Re: [SecureContext] - throw or hide

On 03/18/2016 06:01 PM, Jonathan Watt wrote:
> The Secure Contexts spec[1] defines a [SecureContext] WebIDL extended attribute that is in the process of being added to WebIDL 2[2]. The main
> sticking point is whether accessing things marked as [SecureContext] in a non-secure context should throw a 'SecurityError', or whether those things
> should not be exposed.
>
> My personal view is that exposure of API is an indication of whether an implementation supports that API, not whether you are using it correctly (i.e.

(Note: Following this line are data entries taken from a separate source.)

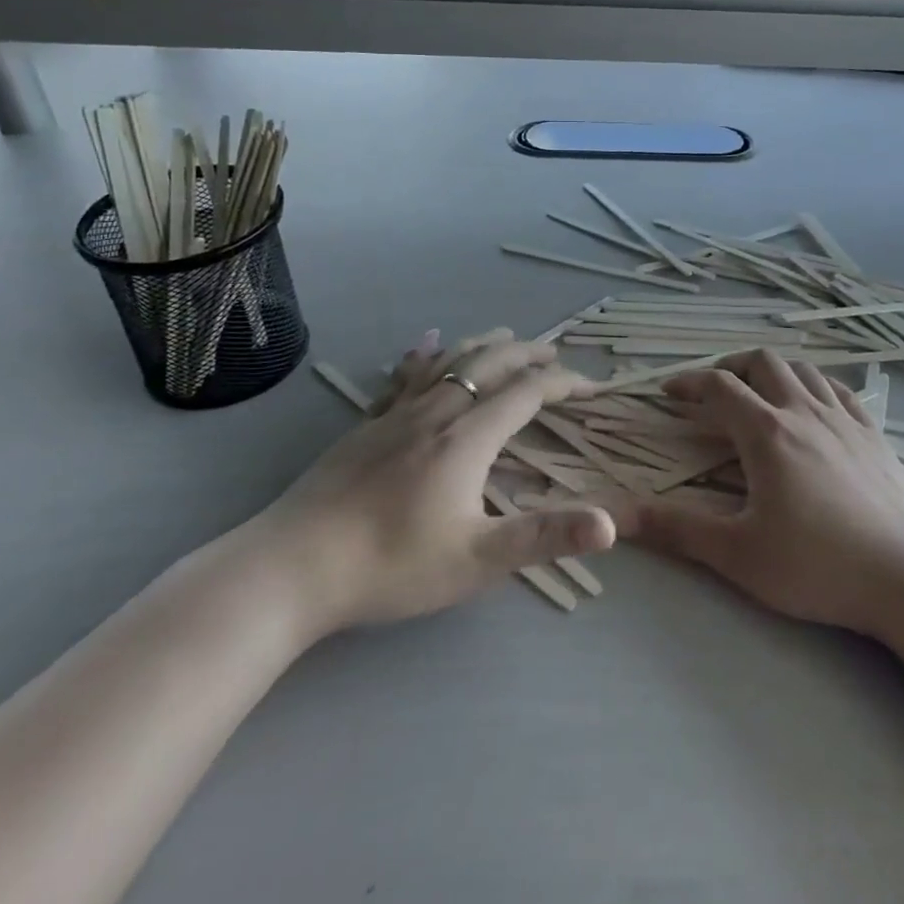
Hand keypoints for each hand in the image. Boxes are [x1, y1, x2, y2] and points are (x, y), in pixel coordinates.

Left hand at [248, 330, 614, 640]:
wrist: (291, 567)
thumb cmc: (391, 565)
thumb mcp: (477, 560)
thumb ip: (545, 537)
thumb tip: (611, 524)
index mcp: (468, 438)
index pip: (526, 394)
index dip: (561, 384)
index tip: (588, 386)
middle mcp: (437, 412)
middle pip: (490, 365)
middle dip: (527, 354)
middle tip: (554, 352)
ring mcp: (396, 414)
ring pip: (449, 361)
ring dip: (484, 345)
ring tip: (506, 336)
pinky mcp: (366, 424)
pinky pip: (404, 376)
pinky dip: (426, 354)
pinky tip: (427, 343)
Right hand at [613, 350, 903, 676]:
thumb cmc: (818, 566)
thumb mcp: (738, 555)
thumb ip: (677, 530)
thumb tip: (617, 516)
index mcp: (767, 432)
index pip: (719, 387)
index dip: (688, 383)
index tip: (667, 393)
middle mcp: (804, 411)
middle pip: (762, 362)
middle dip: (730, 366)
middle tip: (712, 390)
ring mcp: (845, 418)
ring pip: (803, 369)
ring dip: (772, 370)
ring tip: (758, 393)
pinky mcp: (874, 433)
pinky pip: (839, 389)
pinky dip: (814, 384)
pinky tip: (812, 406)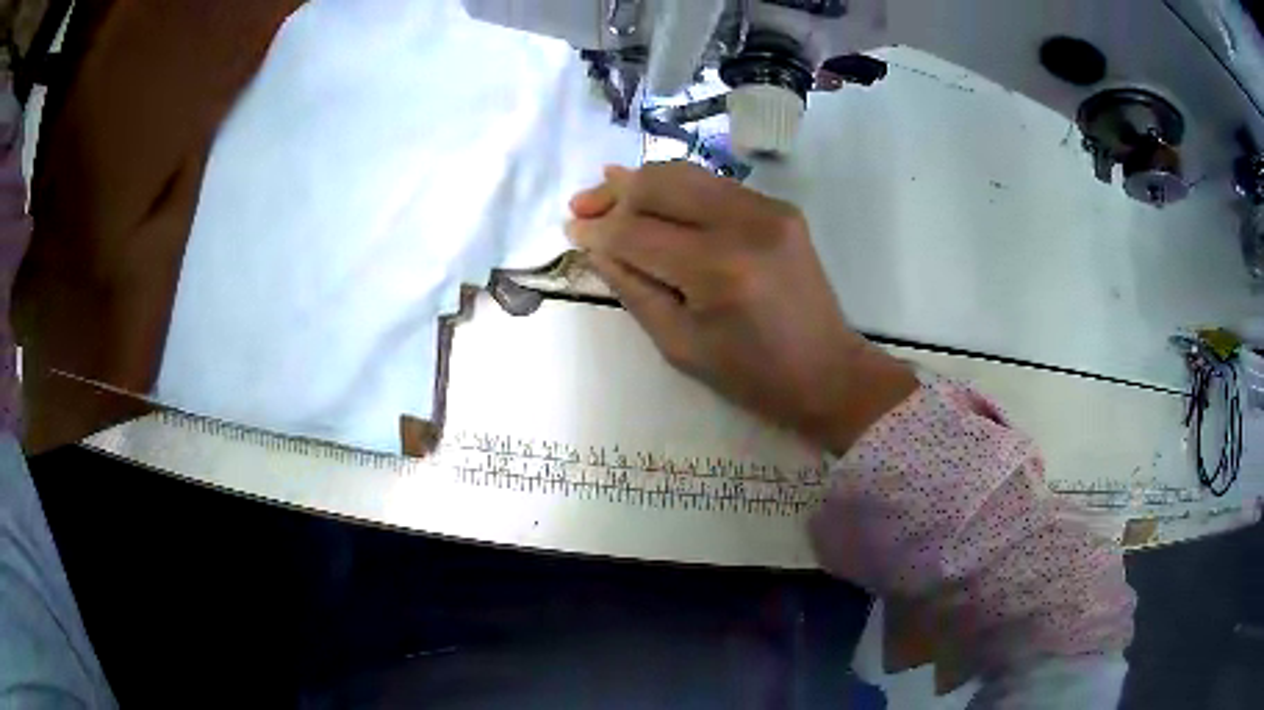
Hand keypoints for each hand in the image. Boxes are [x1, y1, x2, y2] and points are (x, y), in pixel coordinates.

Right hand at [566, 162, 915, 453]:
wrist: (828, 371)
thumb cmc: (752, 376)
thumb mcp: (679, 344)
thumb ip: (632, 287)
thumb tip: (594, 244)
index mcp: (718, 270)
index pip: (637, 232)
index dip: (598, 229)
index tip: (571, 228)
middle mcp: (744, 224)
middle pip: (660, 184)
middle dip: (614, 193)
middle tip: (582, 205)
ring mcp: (768, 209)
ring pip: (686, 173)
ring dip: (642, 182)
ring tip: (607, 192)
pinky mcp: (779, 207)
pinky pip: (713, 184)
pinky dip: (677, 188)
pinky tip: (653, 196)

> using it in a secure context in this case), so it would be weird to hide the API in non-secure contexts. I lean a bit more towards throwing.
>
> The main issue with throwing seems to be with attribute getters, because enumerating an object could throw. That said, there is Window.isSecureContext
> and WorkerGlobalScope.isSecureContext which can be used to determine whether a [SecureContext] attribute can be accessed (or consumers can use
> try-catch).
>
> There's also a bunch of discussion on the WebIDL 2 pull request[2]. Note that the discussion up to this point assumed that secure context status could
> change over the lifetime of the global, but that's no longer the case (since the document.domain requirement was removed from the Secure Contexts
> specification).
>
> I'd be interested to hear from others to try and figure out whether there is any consensus on this issue.
>
> Jonathan
>
> 1. https://w3c.github.io/webappsec-secure-contexts/
> 2. https://github.com/heycam/webidl/pull/65
>

FWIW, I'm leaning towards hiding, partially because we might want to consider to use hiding approach also in other cases
(like .history API when iframe is used in shadow DOM.)
And also, why to expose non-working APIs to page? The implementation clearly doesn't support the API (in that particular context) if it was throwing 
all the time. But throwing is better than no-op.